Gameday

T-POST® #173

2021 was the year when Korean hit-show “The Squid Game” made its way into every livingroom on the planet, making the now iconic green sweat-suit the number one Halloween costume. It was also the year school-administrators all over the world collectively panicked and banned classic children’s games like red light-green light, tug-of-war and marbles because they were “promoting violence”. As the old saying goes: You can’t make this shit up.
  • T-Post t-shirt issue 173
  • T-Post t-shirt issue 173
  • T-Post t-shirt issue 173
  • T-Post t-shirt issue 173

 

“It has come to our attention that some of the students are playing games inspired by the popular TV-show ‘The Squid Game’. The show contains extreme violence, profanity and adult content, and is by no means suitable for children. We have talked to all the students about this, and explained why the games are not allowed on school premises.”
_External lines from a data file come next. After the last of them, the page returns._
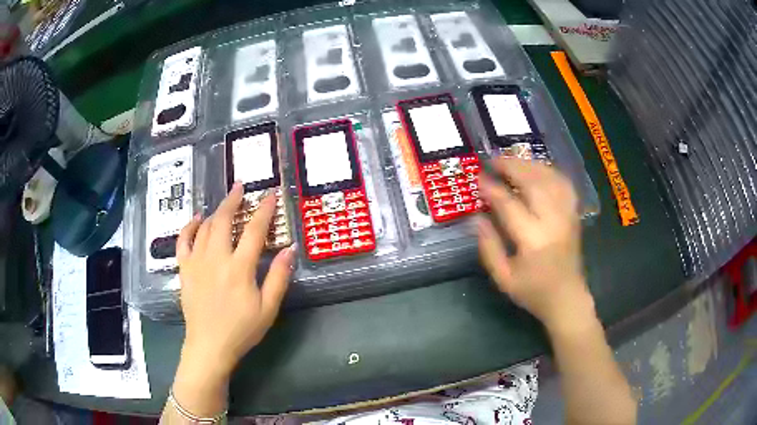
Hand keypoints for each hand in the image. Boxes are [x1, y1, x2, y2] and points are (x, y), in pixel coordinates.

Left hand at [176, 183, 294, 378]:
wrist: (209, 346)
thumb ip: (279, 277)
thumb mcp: (268, 308)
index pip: (255, 230)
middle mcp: (217, 258)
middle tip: (240, 187)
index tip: (269, 195)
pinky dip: (190, 226)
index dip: (264, 210)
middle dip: (233, 200)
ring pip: (205, 227)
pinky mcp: (185, 269)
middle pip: (224, 220)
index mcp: (239, 268)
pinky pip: (183, 240)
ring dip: (216, 211)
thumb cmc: (242, 330)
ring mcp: (197, 261)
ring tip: (224, 203)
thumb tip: (291, 249)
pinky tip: (197, 219)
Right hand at [477, 159, 591, 329]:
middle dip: (511, 167)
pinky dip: (549, 171)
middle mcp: (553, 222)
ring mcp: (567, 216)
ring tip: (511, 161)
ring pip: (550, 178)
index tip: (478, 177)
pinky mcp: (574, 215)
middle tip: (492, 160)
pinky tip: (537, 170)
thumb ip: (488, 247)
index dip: (492, 188)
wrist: (567, 298)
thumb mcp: (503, 278)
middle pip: (533, 183)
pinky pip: (564, 184)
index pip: (510, 205)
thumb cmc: (533, 291)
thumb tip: (476, 217)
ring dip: (530, 165)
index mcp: (533, 240)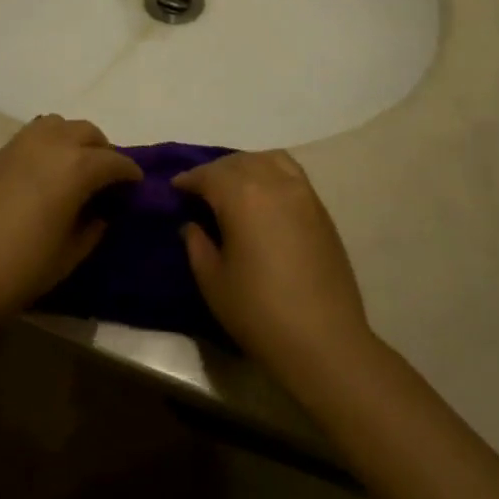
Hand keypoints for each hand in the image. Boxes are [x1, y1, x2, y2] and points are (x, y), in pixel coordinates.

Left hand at [0, 115, 140, 332]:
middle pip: (87, 132)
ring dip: (72, 141)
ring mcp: (16, 145)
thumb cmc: (18, 270)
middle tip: (105, 180)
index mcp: (76, 166)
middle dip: (102, 151)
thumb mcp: (69, 255)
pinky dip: (45, 147)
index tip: (135, 187)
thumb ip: (92, 227)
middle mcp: (49, 144)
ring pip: (57, 125)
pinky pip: (30, 138)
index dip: (129, 174)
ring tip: (72, 170)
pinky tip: (40, 177)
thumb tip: (100, 211)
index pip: (114, 161)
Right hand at [174, 151, 370, 373]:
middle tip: (200, 191)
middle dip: (215, 171)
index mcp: (241, 196)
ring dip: (246, 166)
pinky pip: (291, 173)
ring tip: (234, 187)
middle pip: (238, 162)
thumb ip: (197, 245)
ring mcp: (302, 193)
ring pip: (268, 159)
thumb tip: (191, 224)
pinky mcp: (321, 209)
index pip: (208, 175)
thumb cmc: (259, 312)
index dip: (188, 179)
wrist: (324, 340)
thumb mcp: (213, 282)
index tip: (175, 188)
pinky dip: (271, 171)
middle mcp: (273, 182)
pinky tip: (264, 195)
This message – or some version of it – made its way from school administrations to the strained inboxes of parents all over Sweden in the fall of 2021. And as news outlets caught wind of it, indignant editorials and dramatic testimony’s from upset parents flooded social media, painting a picture of schoolyards gone rouge, a collective battle risking the health of all young and impressionable minds.
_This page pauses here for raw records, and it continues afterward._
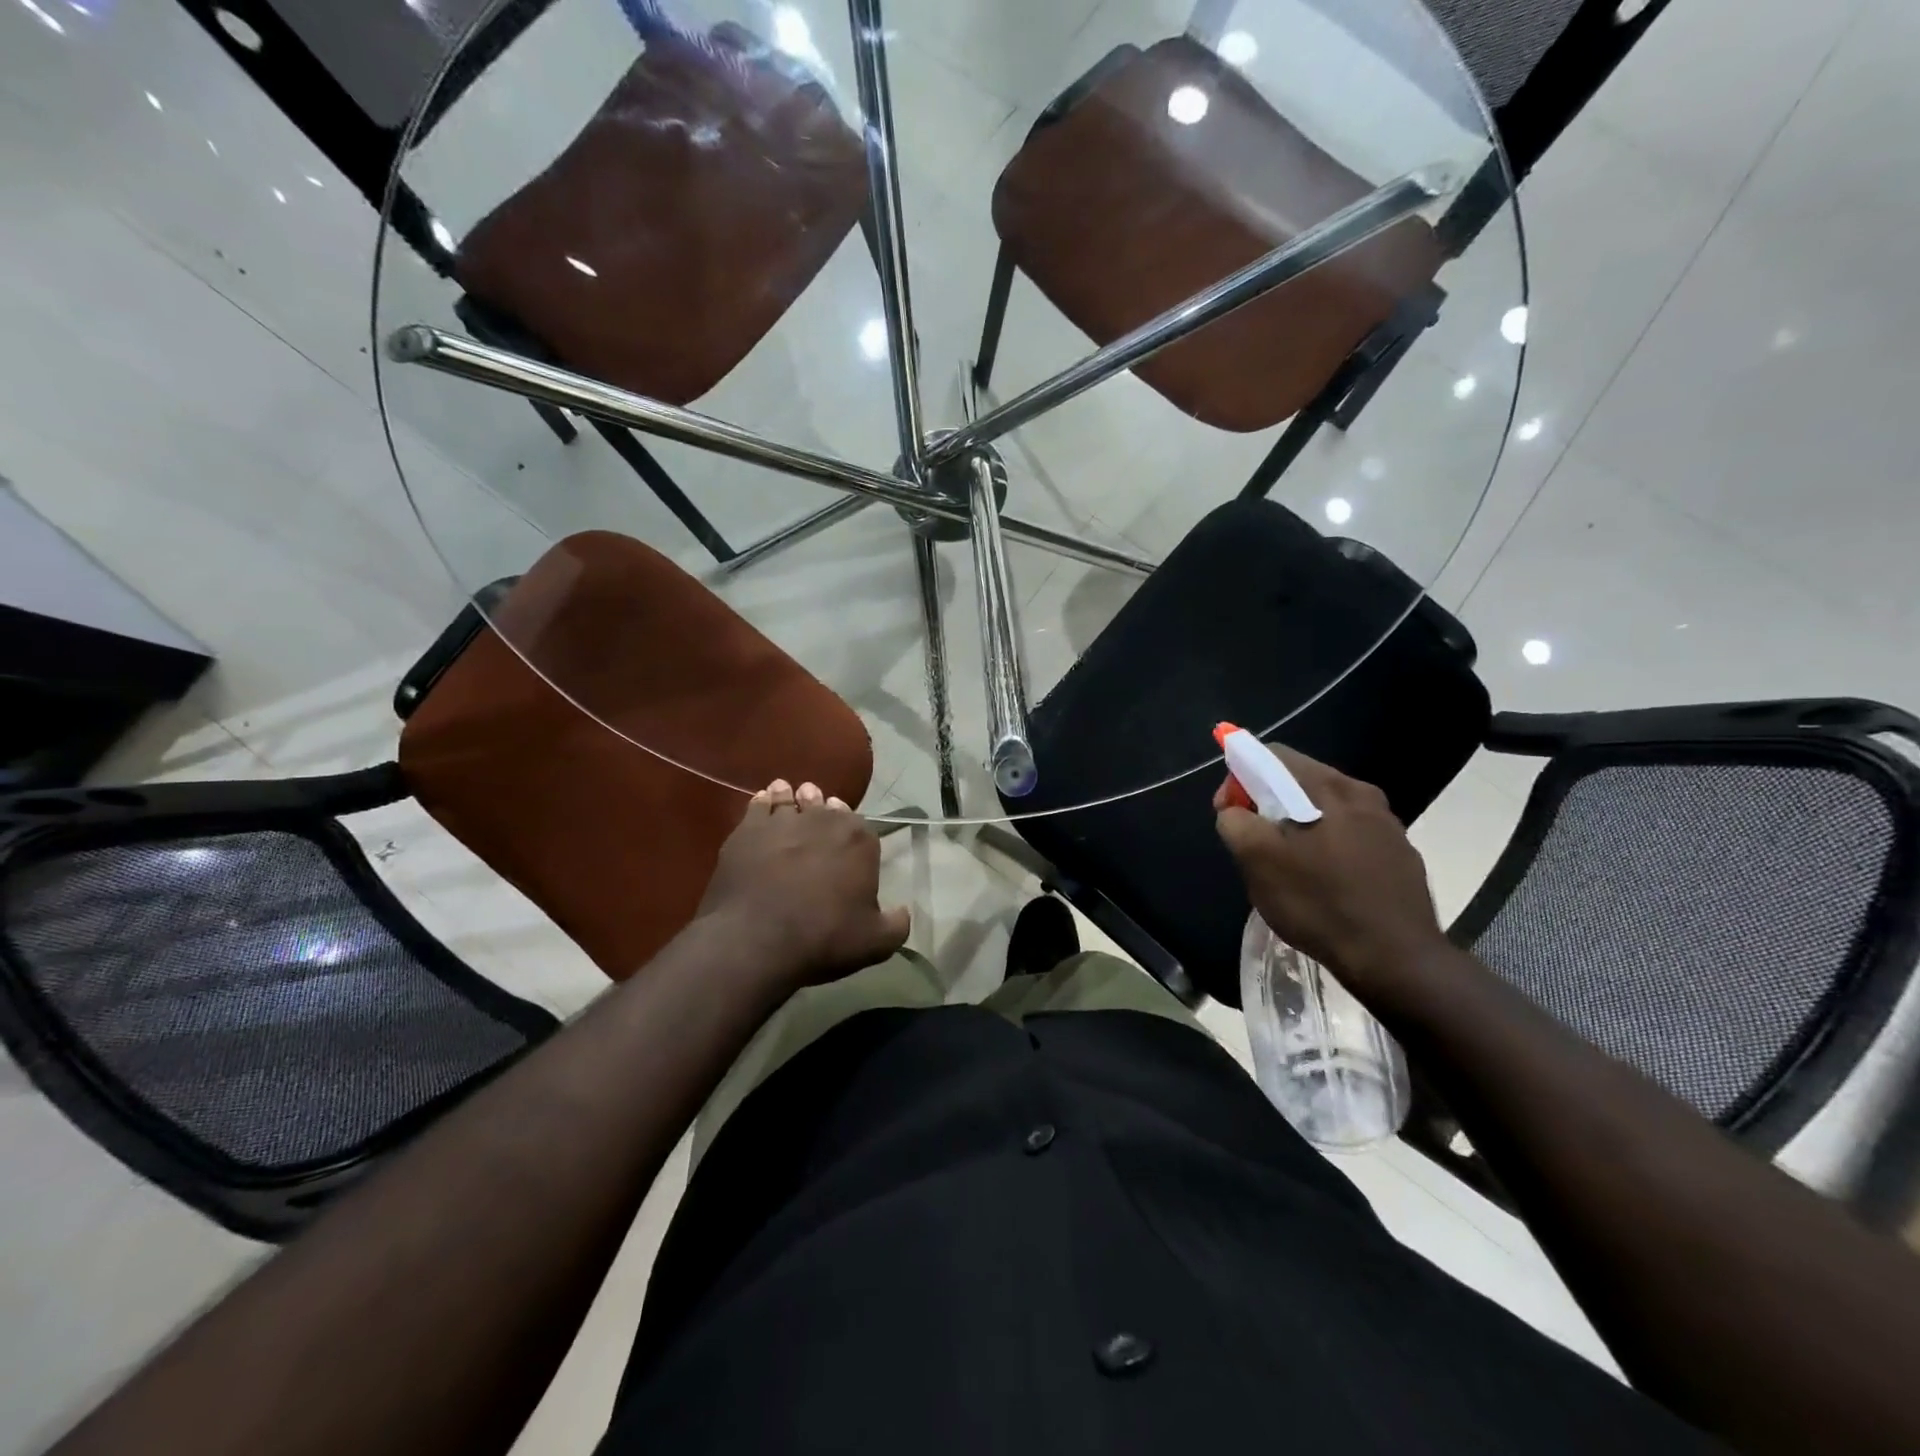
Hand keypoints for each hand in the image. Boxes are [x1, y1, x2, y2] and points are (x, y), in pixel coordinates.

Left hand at [697, 780, 911, 987]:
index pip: (863, 827)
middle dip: (824, 809)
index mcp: (860, 840)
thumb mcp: (875, 943)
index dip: (855, 835)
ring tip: (789, 796)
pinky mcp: (749, 828)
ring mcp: (784, 820)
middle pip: (827, 806)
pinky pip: (759, 805)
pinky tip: (763, 802)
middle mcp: (824, 820)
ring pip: (792, 798)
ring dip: (793, 798)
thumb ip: (896, 924)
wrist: (757, 940)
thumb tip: (902, 911)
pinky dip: (764, 802)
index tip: (848, 842)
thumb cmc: (823, 938)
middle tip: (819, 814)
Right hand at [1213, 746, 1447, 989]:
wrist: (1396, 959)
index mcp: (1327, 786)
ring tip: (1287, 867)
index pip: (1271, 755)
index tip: (1230, 815)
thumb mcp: (1258, 862)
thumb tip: (1235, 812)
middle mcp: (1362, 793)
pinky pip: (1350, 835)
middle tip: (1254, 844)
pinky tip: (1323, 883)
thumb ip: (1235, 823)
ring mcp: (1387, 824)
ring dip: (1298, 827)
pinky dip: (1327, 846)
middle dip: (1267, 804)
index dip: (1239, 778)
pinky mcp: (1400, 854)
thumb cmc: (1319, 903)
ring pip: (1325, 809)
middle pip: (1298, 780)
  • T-Post t-shirt issue 173
  • T-Post t-shirt issue 173
  • T-Post t-shirt issue 173
  • T-Post t-shirt issue 173

It has come to our attention that some of the students are playing games inspired by the popular TV-show ‘The Squid Game’

While all this was going on, a fierce debate over the very existence of so-called gangster-rap kept the country’s political editorial staff busy. Conservate writers were calling for an all-out ban of any rap music depicting and glorifying a criminal lifestyle on public radio, while liberal writers celebrated the urban artists for their “authentic tales of life in the margins of society” and raged against the censorship of art. The fact that no one under the age of 40 listens to public radio seemed lost on the agitated middle-aged columnists, making the ferocious debate about as meaningful as it was insightful.

This nonsenseical moral-panic is, of course, nothing new. Every generation

has its version, and while the platform of the big threat may change, the message never does: “Popular Culture is Ruining Our Children”.

Me, I grew up in the 80’s. This was the era of “devils music”, where hair metal bands like WASP and Mötley Crüe were corrupting young minds, turning well-mannered children into bloodthirsty Satanic-worshipers. The advancement of the home-VCR made it possible to rent horror movies like Texas Chainsaw Massacre and Friday the 13th, which – according to some of the influential media-personalities/moral gatekeepers of the time – risked creating an entire generation of slow-moving and machete-wielding mass-murderers displaying serious Oedipus Complex.

In the 90’s, artist like Marilyn Manson was blamed for everything from the tragic Columbine Massacre to the general degeneracy of youth, while West Coast rapper Ice Cube single handedly turned entire neighborhoods into war-zones. In 1990, after nearly a decade of hard work and incessant lobbying,

the Parents Music Resource Center (PMRC) managed to get congress to pass a law forcing music-distributors to mark any album containing "strong language or depictions of violence, sex, or substance abuse to such an extent as to merit parental notification" with the warning label “Parental Advisory – Explicit Content”. This, of course, became a badge of honor and guarantee for every self-respecting teen, and any album NOT marked with the Parental Advisory-sticker was considered lame.

In the early 2000’s violent video games supposedly turned otherwise contentious youth into morally bankrupt killing machines, and around 2010 internet-porn apparently made young men oversexualized, depressed and/or impotent.

Which brings us back to today. In 2021 Tik-Tok is the main culprit in corrupting the hearts and minds of our vulnerable youth. As “The Squid Game” made its way into schoolyards all over the world, it was for the most part through Tik-Tokers imitating scenes from the show, and mostly in a much less violent manner than the original. With the actual show is based on popular children’s games – red light-green light, tug-of-war, playing marbles – what you are left with is a bunch of Tik-Tokers inspiring kids to play classic children’s games.

Look, I’m not saying there’s nothing to worry about. Tik-Tok is a smorgasbord of young and naive kids and tweens, creating the perfect hunting-ground for predatory creeps looking to make contact with underage boys and girls. The Squid Game is not something you binge-watch with your eight-year-old over a bowl of popcorn, and the Call of Duty-League might have to wait until they’re at least in junior high. But the reality is – you’re not going to be able to shelter your kid from every bad thing on the internet, you’ll find they’re ridiculously crafty when it comes to tracking down and consuming shit they’re not supposed to see. So unless you plan on going full-Amish and moving off-the-grid, you’ll face some real challenges on the internet-front. What you can do is give them the tools to process what they face, a healthy dose of critical thinking and the confidence that they can talk to you about it without you going ballistic. Let’s just agree there are bigger things to worry about than a game of Red light-Green light.